Published online by Cambridge University Press:  02 June 2009

Jonathan D. Victor
Department of Neurology and Neuroscience, Cornell University Medical College, New York
Mary M. Conte
Department of Neurology and Neuroscience, Cornell University Medical College, New York
Keith P. Purpura
Department of Neurology and Neuroscience, Cornell University Medical College, New York


We recorded visual evoked potentials in response to square-wave contrast-reversal checkerboards undergoing a transition in the mean contrast level.

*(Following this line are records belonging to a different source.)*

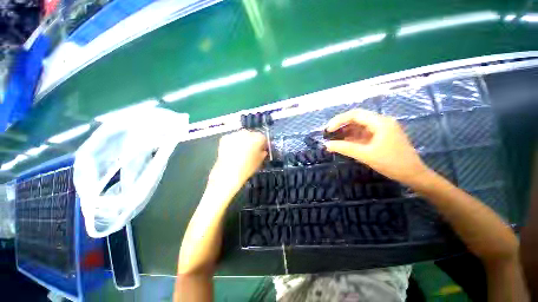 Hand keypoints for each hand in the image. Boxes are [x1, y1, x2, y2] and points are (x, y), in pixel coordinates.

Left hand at [209, 130, 266, 192]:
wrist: (228, 172)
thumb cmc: (247, 168)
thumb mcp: (259, 161)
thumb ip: (263, 153)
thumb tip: (262, 151)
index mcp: (257, 138)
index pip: (263, 138)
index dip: (263, 144)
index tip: (262, 150)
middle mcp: (246, 133)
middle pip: (252, 135)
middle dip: (252, 141)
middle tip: (251, 150)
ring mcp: (235, 134)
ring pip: (241, 135)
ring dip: (243, 141)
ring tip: (241, 151)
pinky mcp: (225, 138)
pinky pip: (232, 138)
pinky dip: (234, 143)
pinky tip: (233, 151)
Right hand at [324, 109, 429, 185]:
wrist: (413, 175)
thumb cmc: (392, 163)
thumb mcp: (366, 155)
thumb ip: (345, 148)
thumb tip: (327, 145)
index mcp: (380, 122)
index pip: (355, 114)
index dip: (339, 120)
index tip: (328, 130)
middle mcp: (381, 122)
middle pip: (356, 119)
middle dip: (341, 126)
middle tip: (329, 134)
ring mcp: (381, 130)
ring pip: (358, 127)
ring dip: (345, 132)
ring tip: (333, 140)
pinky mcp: (380, 137)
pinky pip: (362, 134)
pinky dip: (352, 138)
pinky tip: (343, 144) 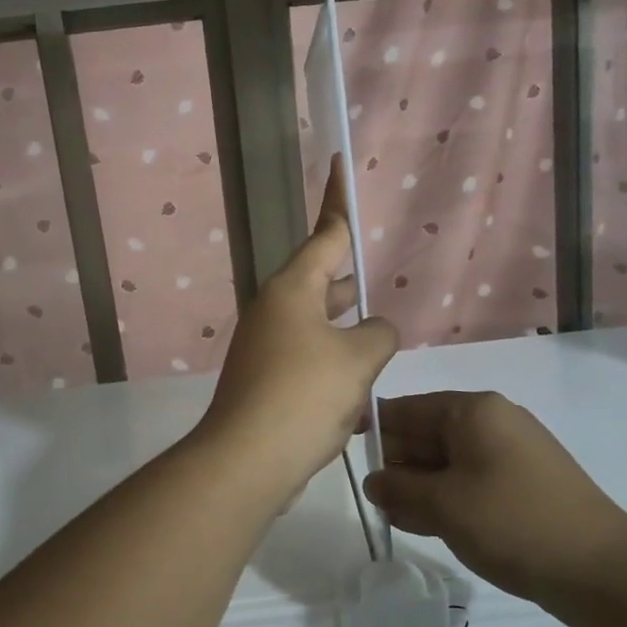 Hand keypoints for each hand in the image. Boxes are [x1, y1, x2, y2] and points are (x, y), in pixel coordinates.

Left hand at [197, 160, 398, 499]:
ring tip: (376, 336)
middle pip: (319, 280)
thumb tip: (375, 331)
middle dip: (348, 281)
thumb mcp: (357, 359)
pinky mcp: (265, 382)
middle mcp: (274, 311)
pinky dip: (333, 366)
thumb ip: (378, 334)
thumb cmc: (304, 395)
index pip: (326, 235)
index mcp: (292, 290)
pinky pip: (307, 360)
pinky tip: (358, 391)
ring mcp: (265, 347)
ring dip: (345, 330)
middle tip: (373, 274)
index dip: (339, 201)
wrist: (247, 461)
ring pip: (316, 324)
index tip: (341, 166)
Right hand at [363, 391, 626, 618]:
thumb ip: (399, 488)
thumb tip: (373, 481)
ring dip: (418, 487)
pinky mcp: (522, 486)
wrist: (602, 570)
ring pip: (447, 462)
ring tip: (392, 516)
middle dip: (396, 465)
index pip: (407, 408)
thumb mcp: (444, 505)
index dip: (374, 429)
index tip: (347, 457)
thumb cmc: (514, 523)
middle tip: (370, 498)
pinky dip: (445, 499)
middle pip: (427, 434)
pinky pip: (470, 483)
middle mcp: (492, 423)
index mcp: (473, 411)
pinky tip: (423, 524)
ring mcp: (510, 455)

Checkerboards were modulated at 4.22 Hz (8.45-Hz reversal rate). After each set of 16 cycles of reversals, stimulus contrast abruptly switched between a “high” contrast level (0.06 to 1.0) to a “low” contrast level (0.03 to 0.5). Higher contrasts attenuated responses to lower contrasts by up to a factor of 2 during the period immediately following the contrast change. Contrast-response functions derived from the initial second following a conditioning contrast shifted by a factor of 2–4 along the contrast axis. For low-contrast stimuli, response phase was an advancing function of the contrast level in the immediately preceding second. For high-contrast stimuli, response phase was independent of the prior contrast history. Steady stimulation for periods as long as 1 min produced only minor effects on response amplitude, and no detectable effects on response phase. These observations delineate the dynamics of a contrast gain control in human vision.